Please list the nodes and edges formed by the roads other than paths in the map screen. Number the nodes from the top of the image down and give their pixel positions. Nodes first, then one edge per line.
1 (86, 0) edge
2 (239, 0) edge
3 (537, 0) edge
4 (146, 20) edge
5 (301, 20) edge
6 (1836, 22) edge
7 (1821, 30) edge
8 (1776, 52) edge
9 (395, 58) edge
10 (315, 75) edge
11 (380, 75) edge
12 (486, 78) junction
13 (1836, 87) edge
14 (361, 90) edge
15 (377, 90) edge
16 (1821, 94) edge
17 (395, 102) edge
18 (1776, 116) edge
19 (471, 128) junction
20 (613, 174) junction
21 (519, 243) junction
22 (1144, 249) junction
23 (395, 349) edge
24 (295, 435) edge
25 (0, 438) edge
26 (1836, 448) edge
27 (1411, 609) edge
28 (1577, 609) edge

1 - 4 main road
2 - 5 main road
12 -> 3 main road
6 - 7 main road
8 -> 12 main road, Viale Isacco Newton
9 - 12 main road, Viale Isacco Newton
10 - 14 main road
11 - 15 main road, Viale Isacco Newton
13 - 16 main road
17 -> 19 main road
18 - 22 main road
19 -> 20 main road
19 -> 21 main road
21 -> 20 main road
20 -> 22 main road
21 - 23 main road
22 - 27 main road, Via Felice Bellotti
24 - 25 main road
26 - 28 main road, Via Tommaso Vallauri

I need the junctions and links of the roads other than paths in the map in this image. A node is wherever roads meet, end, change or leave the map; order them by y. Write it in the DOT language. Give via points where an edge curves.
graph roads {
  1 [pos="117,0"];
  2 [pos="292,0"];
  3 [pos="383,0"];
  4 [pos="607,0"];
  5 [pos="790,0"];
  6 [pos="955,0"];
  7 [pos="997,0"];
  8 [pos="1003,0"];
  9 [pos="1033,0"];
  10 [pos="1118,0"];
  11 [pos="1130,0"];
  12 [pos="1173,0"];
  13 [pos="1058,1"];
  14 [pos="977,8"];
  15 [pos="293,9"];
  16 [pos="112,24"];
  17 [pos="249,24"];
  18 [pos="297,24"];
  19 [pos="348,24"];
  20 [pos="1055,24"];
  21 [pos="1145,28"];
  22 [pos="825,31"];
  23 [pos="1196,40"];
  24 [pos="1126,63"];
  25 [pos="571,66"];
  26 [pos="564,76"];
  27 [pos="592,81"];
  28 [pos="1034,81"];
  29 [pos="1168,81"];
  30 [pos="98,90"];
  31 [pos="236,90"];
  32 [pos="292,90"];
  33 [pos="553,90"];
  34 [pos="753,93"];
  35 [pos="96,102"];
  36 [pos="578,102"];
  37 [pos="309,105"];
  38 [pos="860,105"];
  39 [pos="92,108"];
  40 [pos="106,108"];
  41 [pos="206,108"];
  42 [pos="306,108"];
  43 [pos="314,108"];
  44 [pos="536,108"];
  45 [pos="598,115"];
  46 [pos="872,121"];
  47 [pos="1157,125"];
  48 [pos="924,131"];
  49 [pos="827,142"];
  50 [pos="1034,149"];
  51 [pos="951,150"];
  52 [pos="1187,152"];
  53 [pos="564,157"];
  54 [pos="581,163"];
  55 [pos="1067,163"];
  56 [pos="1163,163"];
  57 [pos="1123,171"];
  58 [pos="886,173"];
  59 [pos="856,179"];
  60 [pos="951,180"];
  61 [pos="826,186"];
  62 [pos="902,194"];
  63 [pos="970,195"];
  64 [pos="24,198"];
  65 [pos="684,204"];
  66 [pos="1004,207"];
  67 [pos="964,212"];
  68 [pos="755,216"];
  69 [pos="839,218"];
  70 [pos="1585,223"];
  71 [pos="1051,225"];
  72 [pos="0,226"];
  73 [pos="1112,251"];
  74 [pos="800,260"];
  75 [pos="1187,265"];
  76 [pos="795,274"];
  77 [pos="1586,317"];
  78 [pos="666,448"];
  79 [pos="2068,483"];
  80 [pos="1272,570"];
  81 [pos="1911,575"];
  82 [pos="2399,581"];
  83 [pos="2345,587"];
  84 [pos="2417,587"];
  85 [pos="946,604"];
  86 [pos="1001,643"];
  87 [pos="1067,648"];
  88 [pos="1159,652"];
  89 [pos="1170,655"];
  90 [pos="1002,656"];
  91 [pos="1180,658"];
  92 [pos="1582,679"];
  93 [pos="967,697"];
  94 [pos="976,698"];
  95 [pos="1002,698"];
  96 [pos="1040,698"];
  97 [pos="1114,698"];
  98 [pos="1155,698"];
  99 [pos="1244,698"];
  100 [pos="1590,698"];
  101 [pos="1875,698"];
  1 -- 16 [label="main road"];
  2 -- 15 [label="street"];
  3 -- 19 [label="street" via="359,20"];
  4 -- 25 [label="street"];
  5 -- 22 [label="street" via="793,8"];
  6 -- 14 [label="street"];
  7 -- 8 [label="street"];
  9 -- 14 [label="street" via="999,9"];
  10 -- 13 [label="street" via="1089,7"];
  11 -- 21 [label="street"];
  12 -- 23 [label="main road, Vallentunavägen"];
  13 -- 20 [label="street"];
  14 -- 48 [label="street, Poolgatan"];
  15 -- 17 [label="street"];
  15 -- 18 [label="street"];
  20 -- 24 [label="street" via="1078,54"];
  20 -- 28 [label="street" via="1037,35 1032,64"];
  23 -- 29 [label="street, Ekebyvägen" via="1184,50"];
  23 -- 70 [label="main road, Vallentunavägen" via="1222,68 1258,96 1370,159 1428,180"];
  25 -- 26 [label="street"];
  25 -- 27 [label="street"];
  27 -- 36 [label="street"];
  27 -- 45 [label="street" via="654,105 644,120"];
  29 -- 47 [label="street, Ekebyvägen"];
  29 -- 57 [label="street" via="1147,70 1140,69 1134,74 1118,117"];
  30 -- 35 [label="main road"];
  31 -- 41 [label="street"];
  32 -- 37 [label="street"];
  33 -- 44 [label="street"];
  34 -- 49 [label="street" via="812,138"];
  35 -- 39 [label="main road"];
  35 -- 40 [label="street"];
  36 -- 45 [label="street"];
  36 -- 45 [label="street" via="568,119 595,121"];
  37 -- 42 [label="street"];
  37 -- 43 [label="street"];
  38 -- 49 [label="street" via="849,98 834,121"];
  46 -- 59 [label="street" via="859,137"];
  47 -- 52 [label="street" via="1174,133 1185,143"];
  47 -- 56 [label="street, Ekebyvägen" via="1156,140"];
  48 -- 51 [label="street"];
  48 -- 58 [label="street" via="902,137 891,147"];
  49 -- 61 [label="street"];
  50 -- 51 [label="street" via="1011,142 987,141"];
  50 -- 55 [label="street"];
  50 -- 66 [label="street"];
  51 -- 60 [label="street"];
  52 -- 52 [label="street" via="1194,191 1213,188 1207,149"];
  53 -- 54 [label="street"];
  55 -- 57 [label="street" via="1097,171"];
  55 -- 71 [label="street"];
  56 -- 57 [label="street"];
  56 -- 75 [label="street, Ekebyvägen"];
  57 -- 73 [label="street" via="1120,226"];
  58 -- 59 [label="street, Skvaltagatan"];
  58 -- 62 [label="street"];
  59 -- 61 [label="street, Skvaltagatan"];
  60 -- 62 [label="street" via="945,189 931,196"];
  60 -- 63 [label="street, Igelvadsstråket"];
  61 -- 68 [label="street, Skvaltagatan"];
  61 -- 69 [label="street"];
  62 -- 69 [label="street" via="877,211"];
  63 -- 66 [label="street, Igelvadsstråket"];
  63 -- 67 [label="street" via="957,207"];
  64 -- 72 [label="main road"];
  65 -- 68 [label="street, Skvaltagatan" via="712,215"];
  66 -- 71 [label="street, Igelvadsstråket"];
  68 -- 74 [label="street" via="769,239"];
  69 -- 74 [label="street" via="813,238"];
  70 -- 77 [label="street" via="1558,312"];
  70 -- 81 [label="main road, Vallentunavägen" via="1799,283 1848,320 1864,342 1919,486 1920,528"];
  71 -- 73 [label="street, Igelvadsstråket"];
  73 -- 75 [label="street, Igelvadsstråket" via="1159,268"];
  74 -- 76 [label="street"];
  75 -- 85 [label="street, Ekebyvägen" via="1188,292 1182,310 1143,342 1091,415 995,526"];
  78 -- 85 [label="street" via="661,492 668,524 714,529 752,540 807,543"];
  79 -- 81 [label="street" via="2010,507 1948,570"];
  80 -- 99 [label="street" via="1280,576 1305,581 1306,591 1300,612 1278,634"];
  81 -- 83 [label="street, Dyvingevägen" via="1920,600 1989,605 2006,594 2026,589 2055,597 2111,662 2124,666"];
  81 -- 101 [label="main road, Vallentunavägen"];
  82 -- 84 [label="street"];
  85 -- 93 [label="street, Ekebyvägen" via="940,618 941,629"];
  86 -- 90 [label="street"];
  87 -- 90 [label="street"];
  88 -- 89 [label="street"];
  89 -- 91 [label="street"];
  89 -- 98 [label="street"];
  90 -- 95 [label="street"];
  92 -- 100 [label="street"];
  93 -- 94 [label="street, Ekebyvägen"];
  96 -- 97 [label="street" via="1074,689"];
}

■ **Task item**
How many lines of the listing above contain the string "other"? Answer with the number alone.

■ **Task answer**
2